SIHH 2019:

Precise Chiming: Jaeger-LeCoultre Master Grande Tradition Gyrotourbillon Westminster Perpetual


Ahead of this week’s SIHH watch salon, insiders at Jaeger-LeCoultre teasingly promised us that this year’s new releases would feature some very interesting complications. What they didn’t tell us was that most of these complications would all be in a single watch. Read on to discover the top features of the Jaeger-LeCoultre Master Grande Tradition Gyrotourbillon Westminster Perpetuél, one of the unquestioned highlight pieces of this year’s show.
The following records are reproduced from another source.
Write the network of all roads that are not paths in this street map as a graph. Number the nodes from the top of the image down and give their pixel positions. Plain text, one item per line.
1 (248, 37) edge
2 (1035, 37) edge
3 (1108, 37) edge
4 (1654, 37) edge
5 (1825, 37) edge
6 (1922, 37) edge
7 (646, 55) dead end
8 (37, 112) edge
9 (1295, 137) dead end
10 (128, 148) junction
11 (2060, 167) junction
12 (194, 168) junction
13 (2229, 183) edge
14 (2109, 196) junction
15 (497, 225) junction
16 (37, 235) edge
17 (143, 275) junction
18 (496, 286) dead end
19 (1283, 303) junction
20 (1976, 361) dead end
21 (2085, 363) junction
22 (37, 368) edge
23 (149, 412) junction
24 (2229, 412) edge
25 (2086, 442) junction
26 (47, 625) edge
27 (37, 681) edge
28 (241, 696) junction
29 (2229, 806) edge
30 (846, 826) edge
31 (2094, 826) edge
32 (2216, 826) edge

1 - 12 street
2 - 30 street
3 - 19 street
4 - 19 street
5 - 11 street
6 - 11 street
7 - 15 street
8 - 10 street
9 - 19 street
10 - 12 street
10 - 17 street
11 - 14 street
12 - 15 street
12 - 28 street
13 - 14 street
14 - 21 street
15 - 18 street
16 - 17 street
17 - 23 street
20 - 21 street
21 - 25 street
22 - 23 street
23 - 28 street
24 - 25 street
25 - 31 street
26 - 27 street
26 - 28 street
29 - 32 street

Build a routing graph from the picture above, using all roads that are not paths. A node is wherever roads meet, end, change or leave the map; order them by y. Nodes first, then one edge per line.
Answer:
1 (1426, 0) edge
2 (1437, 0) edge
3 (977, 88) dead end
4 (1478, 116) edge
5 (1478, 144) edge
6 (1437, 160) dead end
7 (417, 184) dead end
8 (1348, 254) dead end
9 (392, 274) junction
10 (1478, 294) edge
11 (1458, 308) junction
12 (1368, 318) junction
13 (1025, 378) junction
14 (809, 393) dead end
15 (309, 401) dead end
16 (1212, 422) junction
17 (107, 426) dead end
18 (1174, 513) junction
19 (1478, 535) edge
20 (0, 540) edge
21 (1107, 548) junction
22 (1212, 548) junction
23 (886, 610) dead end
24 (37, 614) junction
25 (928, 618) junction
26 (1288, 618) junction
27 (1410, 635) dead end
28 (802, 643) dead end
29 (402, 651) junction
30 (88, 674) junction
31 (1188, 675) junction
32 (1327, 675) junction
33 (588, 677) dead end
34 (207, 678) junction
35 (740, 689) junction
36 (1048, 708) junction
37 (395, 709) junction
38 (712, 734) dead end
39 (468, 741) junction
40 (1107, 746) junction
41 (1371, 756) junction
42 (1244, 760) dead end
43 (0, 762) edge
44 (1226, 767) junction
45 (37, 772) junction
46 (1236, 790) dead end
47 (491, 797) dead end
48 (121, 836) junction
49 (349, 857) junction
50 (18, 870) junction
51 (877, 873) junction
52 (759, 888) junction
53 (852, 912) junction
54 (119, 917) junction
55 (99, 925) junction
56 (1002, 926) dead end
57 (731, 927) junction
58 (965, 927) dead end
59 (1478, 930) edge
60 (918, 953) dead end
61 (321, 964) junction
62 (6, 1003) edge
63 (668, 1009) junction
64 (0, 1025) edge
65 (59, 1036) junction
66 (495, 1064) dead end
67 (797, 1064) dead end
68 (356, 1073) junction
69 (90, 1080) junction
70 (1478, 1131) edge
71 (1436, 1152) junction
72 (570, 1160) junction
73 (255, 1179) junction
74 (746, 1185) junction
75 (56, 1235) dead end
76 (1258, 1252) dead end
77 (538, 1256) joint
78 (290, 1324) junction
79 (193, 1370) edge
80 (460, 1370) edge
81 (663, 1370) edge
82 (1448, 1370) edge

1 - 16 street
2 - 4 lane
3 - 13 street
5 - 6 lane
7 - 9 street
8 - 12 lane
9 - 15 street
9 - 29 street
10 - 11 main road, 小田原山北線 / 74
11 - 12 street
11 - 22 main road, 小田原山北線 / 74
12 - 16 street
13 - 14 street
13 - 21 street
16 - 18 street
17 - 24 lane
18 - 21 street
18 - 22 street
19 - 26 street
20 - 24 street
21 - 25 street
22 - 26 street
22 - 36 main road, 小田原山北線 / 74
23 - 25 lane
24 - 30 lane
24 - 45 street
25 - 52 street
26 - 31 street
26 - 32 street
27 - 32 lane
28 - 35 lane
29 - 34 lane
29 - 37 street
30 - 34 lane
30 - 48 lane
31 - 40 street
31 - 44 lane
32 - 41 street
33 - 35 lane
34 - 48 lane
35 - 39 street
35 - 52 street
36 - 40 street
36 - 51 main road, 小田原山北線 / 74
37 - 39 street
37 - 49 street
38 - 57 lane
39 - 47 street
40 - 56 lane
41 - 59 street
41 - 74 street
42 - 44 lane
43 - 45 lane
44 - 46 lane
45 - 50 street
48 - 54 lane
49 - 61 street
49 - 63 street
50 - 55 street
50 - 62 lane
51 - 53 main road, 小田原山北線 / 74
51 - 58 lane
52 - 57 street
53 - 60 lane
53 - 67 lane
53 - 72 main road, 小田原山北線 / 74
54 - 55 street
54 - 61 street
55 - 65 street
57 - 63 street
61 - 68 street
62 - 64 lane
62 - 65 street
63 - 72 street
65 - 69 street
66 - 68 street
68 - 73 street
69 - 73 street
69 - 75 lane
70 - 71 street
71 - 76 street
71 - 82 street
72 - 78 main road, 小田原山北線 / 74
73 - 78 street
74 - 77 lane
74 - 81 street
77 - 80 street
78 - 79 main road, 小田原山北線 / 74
Jaeger-LeCoultre Master Grande Tradition-Gyrotourbillon Westminster Perpétuel - front
Jaeger-LeCoultre Master Grande Tradition Gyrotourbillon Westminster Perpétuel

The timepiece — which Jaeger-LeCoultre is offering in a 43-mm white gold case, with either a guilloché blue enamel or silver grained dial — is limited to only 18 pieces and boasts a world’s-first triumvirate of horological chefs d’oeuvre: it is the first multi-axis tourbillon watch with a constant-force mechanism, a Westminster chime, and perpetual calendar. Jaeger-LeCoultre began making its multi-axis Gyrotourbillon watches in 2004, and the most recent evolution to emerge before this one was 2016’s Reverso Tribute Gyrotourbillon. That watch’s bi-axial rotating tourbillon cage was thinner than those of previous models, and this one is smaller still, contributing to the new watch’s overall wrist-friendly dimensions. This type of tourbillon regulator obviously needs a lot of energy to maintain the movement’s chronometric performance, and this is supplied by the new constant-force mechanism (also known in classic horological parlance as a remontoir d’égalité) which consists of a spring, periodically re-armed by the mainspring, that also regulates the motion of the minute wheel, resulting in a very precise jumping minutes hand.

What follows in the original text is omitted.